Directions for this task >>
What lines of the material below hold the string "ערבה"? Copy them out.

Dataset content >>
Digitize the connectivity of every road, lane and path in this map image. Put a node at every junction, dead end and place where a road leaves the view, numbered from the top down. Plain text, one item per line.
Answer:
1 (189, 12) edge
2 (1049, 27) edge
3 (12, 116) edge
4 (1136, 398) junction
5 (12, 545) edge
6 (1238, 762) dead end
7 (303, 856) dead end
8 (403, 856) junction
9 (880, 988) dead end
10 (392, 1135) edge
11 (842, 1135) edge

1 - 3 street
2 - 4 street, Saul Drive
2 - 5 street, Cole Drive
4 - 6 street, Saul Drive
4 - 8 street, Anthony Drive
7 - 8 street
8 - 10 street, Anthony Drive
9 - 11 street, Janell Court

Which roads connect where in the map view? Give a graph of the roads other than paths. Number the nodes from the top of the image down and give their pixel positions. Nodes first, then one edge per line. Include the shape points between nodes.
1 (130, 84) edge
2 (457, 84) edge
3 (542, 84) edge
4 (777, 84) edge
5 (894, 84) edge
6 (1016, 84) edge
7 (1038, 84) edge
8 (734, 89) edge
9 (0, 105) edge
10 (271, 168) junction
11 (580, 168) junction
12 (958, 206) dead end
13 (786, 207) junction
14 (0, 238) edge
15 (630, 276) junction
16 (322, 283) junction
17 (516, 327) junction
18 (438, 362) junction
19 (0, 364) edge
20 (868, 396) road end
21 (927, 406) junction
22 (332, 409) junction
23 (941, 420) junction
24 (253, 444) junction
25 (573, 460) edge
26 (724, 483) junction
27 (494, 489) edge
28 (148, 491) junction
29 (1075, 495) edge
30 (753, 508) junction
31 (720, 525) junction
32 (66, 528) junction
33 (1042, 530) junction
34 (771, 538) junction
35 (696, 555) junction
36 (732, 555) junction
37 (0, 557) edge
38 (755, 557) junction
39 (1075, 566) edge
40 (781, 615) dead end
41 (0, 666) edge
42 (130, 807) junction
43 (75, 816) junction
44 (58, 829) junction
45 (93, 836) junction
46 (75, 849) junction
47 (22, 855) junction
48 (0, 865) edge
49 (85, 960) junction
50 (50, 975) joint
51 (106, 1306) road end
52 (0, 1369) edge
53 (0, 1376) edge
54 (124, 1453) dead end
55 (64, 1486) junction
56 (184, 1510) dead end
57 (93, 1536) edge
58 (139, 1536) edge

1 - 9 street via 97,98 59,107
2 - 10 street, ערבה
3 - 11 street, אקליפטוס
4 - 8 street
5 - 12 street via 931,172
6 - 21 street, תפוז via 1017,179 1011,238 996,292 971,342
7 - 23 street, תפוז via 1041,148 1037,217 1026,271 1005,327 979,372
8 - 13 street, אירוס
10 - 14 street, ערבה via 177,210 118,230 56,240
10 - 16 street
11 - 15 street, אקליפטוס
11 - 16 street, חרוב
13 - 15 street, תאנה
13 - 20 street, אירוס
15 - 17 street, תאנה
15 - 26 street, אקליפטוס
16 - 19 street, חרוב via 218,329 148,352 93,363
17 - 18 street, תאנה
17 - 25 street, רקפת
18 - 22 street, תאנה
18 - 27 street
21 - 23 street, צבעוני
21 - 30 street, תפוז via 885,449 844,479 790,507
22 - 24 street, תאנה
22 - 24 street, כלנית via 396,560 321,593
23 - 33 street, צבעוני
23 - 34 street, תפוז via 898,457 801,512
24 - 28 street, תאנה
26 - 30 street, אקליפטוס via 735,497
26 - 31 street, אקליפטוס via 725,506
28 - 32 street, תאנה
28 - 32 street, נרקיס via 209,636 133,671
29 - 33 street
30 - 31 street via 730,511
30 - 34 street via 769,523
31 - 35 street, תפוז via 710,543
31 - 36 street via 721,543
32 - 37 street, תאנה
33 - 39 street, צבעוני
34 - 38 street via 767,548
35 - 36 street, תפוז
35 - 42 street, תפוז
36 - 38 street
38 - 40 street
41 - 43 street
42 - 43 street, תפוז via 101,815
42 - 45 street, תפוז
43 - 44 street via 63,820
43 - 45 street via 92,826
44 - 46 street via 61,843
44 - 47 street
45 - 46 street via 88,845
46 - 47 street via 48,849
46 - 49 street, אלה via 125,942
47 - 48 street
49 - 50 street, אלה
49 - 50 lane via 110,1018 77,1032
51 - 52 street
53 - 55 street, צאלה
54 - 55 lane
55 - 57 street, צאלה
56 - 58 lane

Finished task >>
2 - 10 street, ערבה
10 - 14 street, ערבה via 177,210 118,230 56,240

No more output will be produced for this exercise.